Many cancers produce proteins that bind to PD-1, blocking the body's ability to inhibit cancer in isolation [16,17]. Inhibition of DP-1 in lymphocytes avoids this process, allowing the immune system to reach and destroy the cancerous cells [24]. Nevertheless, this same mechanism also allows the immune system to attack the body itself and checkpoint inhibitors, such as Pembrolizumab, resulting in immune dysfunction as a side effect of its use. Hypothyroidism (RR 7.73, 95% CI: 3.86-15.49, p < 0.001); hyperthyroidism (RR 5.09, 95% CI 2.36-10.97, p < 0.001), uveitis and "dry eye", diarrhea, colitis or hepatitis [18,25-27] are the main side effects of this drug.
Finally, the patient with microsatellite instability was heavily pretreated with chemotherapy and second-line therapy, not obtaining the desired result, like most patients with AJEG. This results in a high mortality rate with limited treatment options and poor prognosis. The current results suggest that pembrolizumab offers a new and promising treatment option for the subgroup of patients with high microsatellite instability [28]. However, more randomized clinical studies and large trials are needed to confirm our findings especially in these sub-patients.

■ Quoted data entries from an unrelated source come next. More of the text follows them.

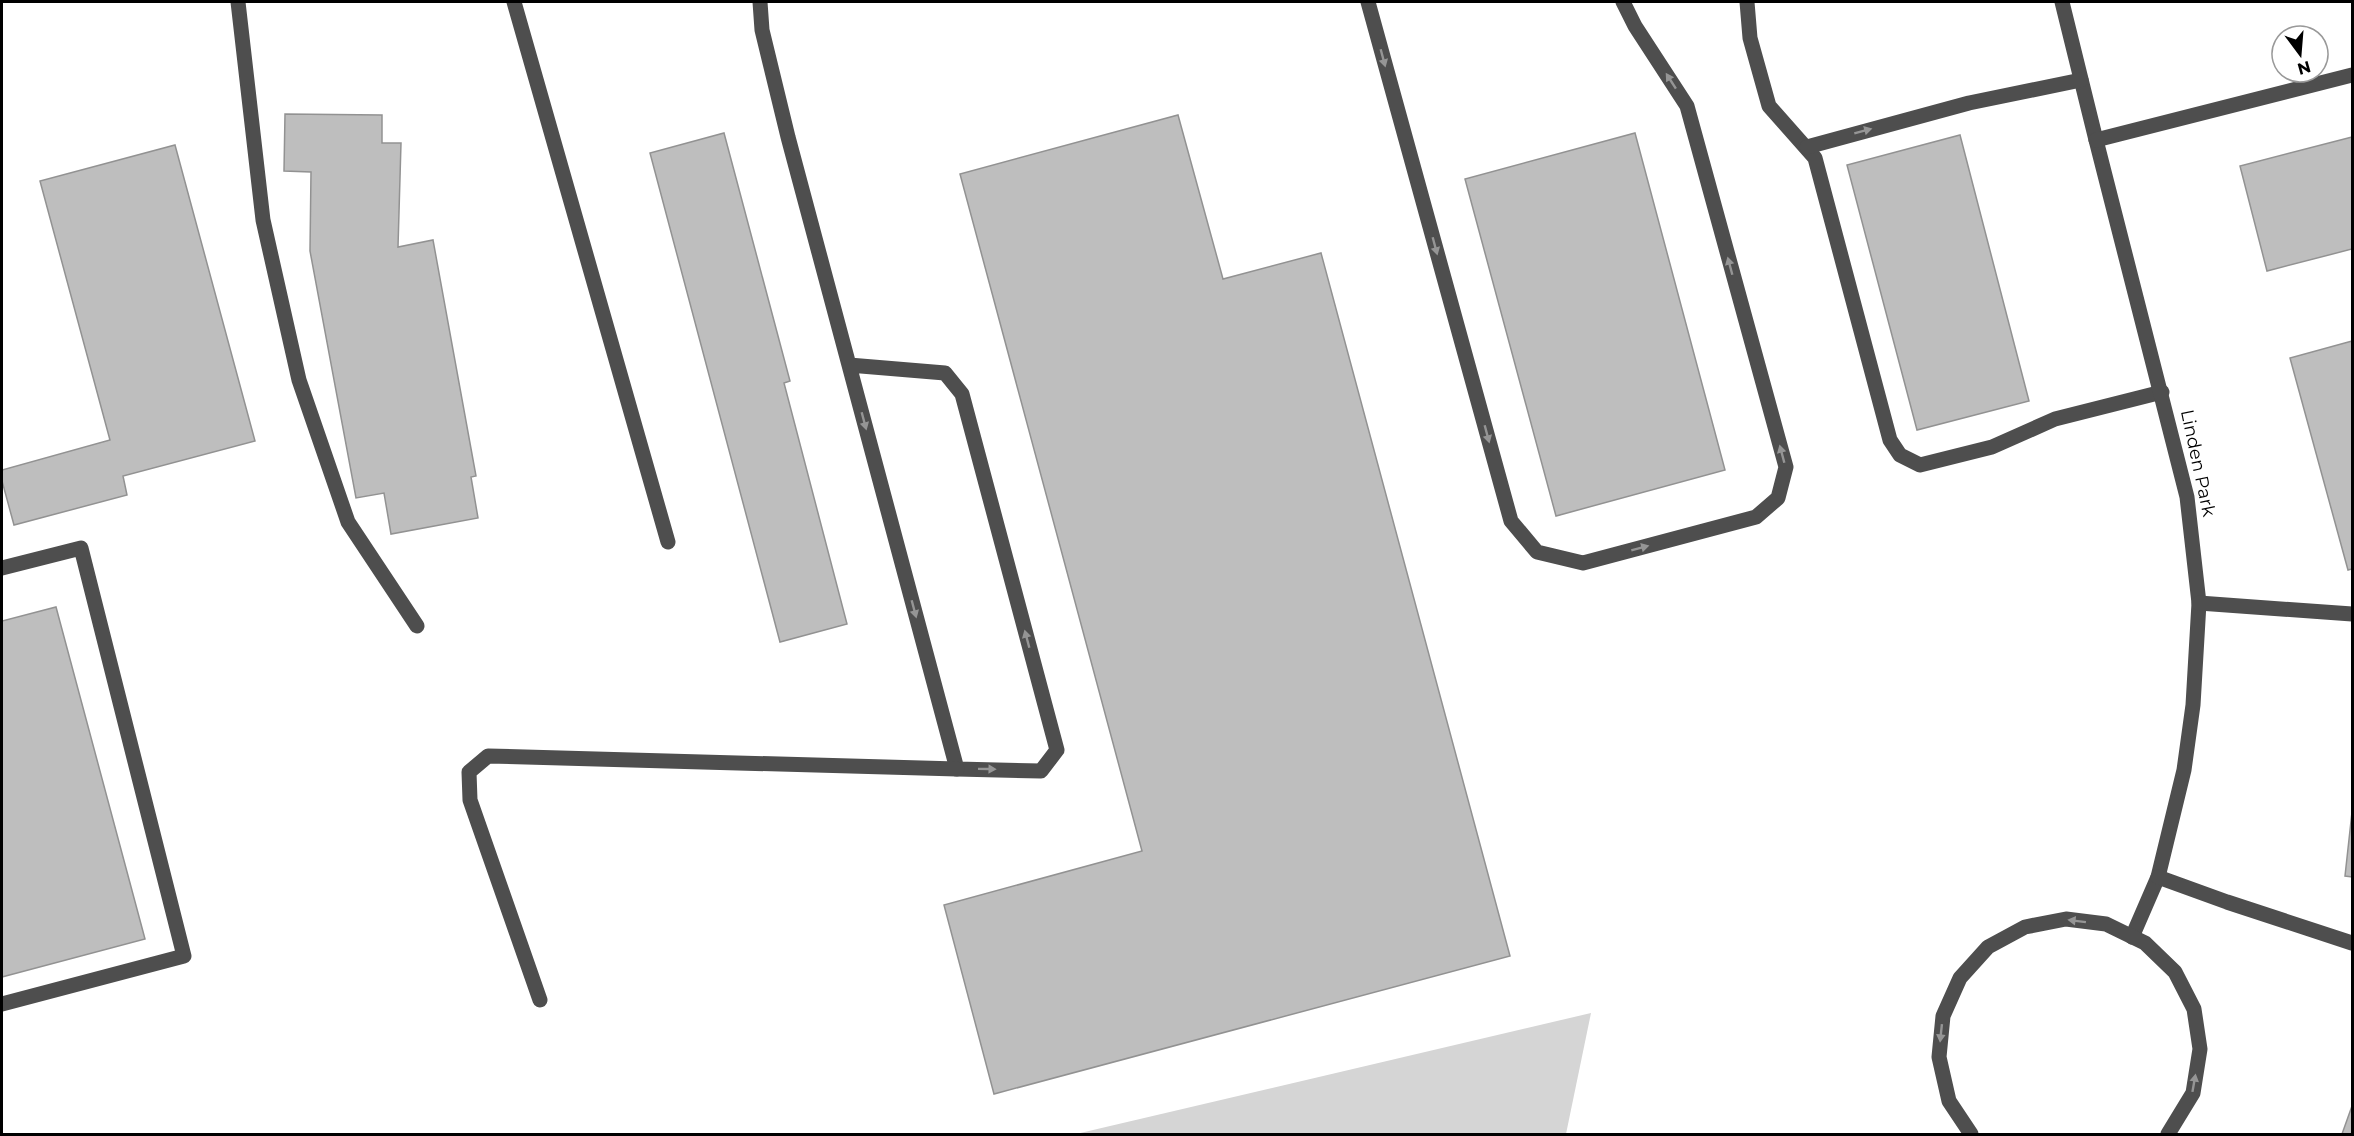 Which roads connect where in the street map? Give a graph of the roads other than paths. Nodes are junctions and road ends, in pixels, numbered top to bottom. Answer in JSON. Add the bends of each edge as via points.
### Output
{"nodes":[{"id":1,"x":238,"y":2,"type":"edge"},
{"id":2,"x":514,"y":2,"type":"edge"},
{"id":3,"x":760,"y":2,"type":"edge"},
{"id":4,"x":1368,"y":2,"type":"edge"},
{"id":5,"x":1623,"y":2,"type":"edge"},
{"id":6,"x":1747,"y":2,"type":"edge"},
{"id":7,"x":2062,"y":2,"type":"edge"},
{"id":8,"x":2352,"y":75,"type":"edge"},
{"id":9,"x":2081,"y":80,"type":"junction"},
{"id":10,"x":2096,"y":140,"type":"junction"},
{"id":11,"x":1807,"y":147,"type":"junction"},
{"id":12,"x":849,"y":365,"type":"junction"},
{"id":13,"x":2162,"y":392,"type":"junction"},
{"id":14,"x":668,"y":542,"type":"dead end"},
{"id":15,"x":2,"y":568,"type":"edge"},
{"id":16,"x":2199,"y":603,"type":"junction"},
{"id":17,"x":2352,"y":614,"type":"edge"},
{"id":18,"x":417,"y":626,"type":"dead end"},
{"id":19,"x":957,"y":768,"type":"junction"},
{"id":20,"x":2158,"y":877,"type":"junction"},
{"id":21,"x":2132,"y":937,"type":"junction"},
{"id":22,"x":2352,"y":943,"type":"edge"},
{"id":23,"x":540,"y":1000,"type":"dead end"},
{"id":24,"x":2,"y":1004,"type":"edge"},
{"id":25,"x":1971,"y":1134,"type":"edge"},
{"id":26,"x":2168,"y":1134,"type":"edge"}],
"edges":[{"from":1,"to":18,"type":"street","via":[[262,220],[299,380],[348,522]]},
{"from":2,"to":14,"type":"street"},
{"from":3,"to":12,"type":"street","via":[[762,30]]},
{"from":4,"to":5,"type":"street","one_way":true,"via":[[1511,521],[1537,552],[1583,563],[1755,517],[1779,498],[1786,467],[1687,106]]},
{"from":6,"to":11,"type":"street","via":[[1750,38],[1769,106]]},
{"from":7,"to":9,"type":"street","name":"Linden Park"},
{"from":8,"to":10,"type":"street"},
{"from":9,"to":10,"type":"street","name":"Linden Park"},
{"from":11,"to":9,"type":"street","one_way":true,"via":[[1969,103]]},
{"from":10,"to":13,"type":"street","name":"Linden Park"},
{"from":11,"to":13,"type":"street","via":[[1815,158],[1890,440],[1900,455],[1920,465],[1992,447],[2055,419]]},
{"from":12,"to":19,"type":"street","one_way":true},
{"from":19,"to":12,"type":"street","one_way":true,"via":[[1041,771],[1057,750],[962,394],[945,373]]},
{"from":13,"to":16,"type":"street","name":"Linden Park","via":[[2187,497]]},
{"from":15,"to":24,"type":"street","via":[[81,548],[184,956]]},
{"from":16,"to":17,"type":"street"},
{"from":16,"to":20,"type":"street","name":"Linden Park","via":[[2193,705],[2184,770]]},
{"from":19,"to":23,"type":"street","via":[[488,756],[469,772],[470,800]]},
{"from":20,"to":21,"type":"street","name":"Linden Park"},
{"from":20,"to":22,"type":"street"},
{"from":21,"to":25,"type":"street","one_way":true,"via":[[2106,924],[2066,920],[2025,927],[1988,947],[1960,978],[1943,1016],[1938,1057],[1948,1101]]},
{"from":26,"to":21,"type":"street","one_way":true,"via":[[2193,1093],[2200,1049],[2194,1009],[2175,972],[2145,943]]}]}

- Gastroesophageal junction adenocarcinoma (AJEG) is a neoplasm that is globally prevalent with generally bad clinical outcome.

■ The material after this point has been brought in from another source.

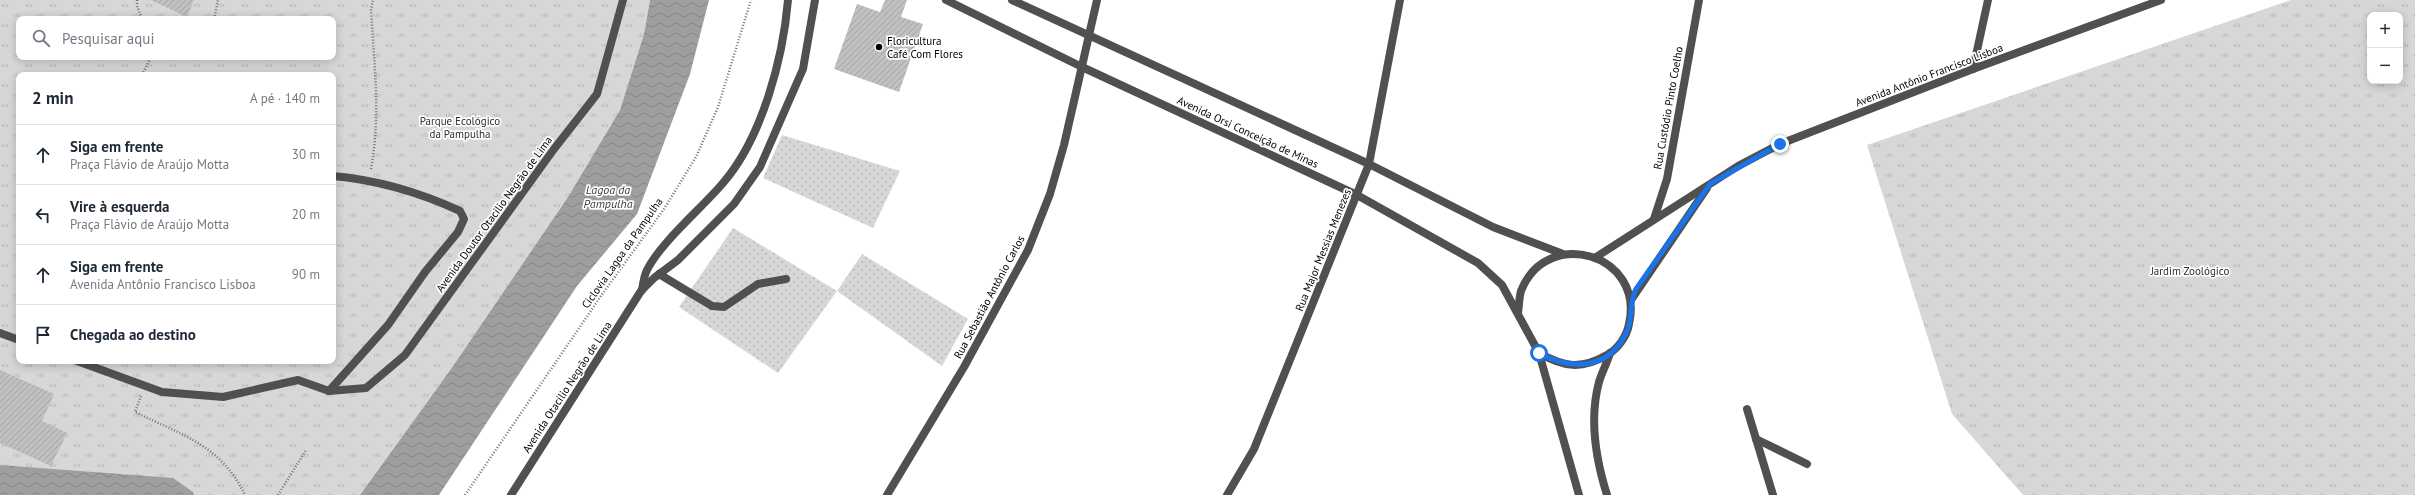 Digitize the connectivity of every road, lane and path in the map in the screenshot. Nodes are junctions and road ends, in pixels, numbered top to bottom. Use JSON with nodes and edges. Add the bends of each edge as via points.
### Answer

- There are limited treatment options and poor prognosis for these patients.
- Pembrolizumab, a programmed cell death protein 1 (PD-1) inhibitor, has recently been approved for metastatic or recurrent JEG that has progressed beyond the second line of systemic therapy to the subgroup of patients with high microsatellite instability.
- Pembrolizumab was effective in a heavily-pretreated patient with high microsatellite instability.
The authors have no relevant affiliations or financial involvement with any organization or entity with a financial interest in or financial conflict with the subject matter or materials discussed in the manuscript. This includes employment, consultancies, honoraria, stock owner ship or options, expert testimony, grants or patents received or pending, or royalties. No writing assistance was utilized in the production of this manuscript.
The authors state that they have obtained verbal and written informed consent from the patient/patients for the inclusion of their medical and treatment history within this case report.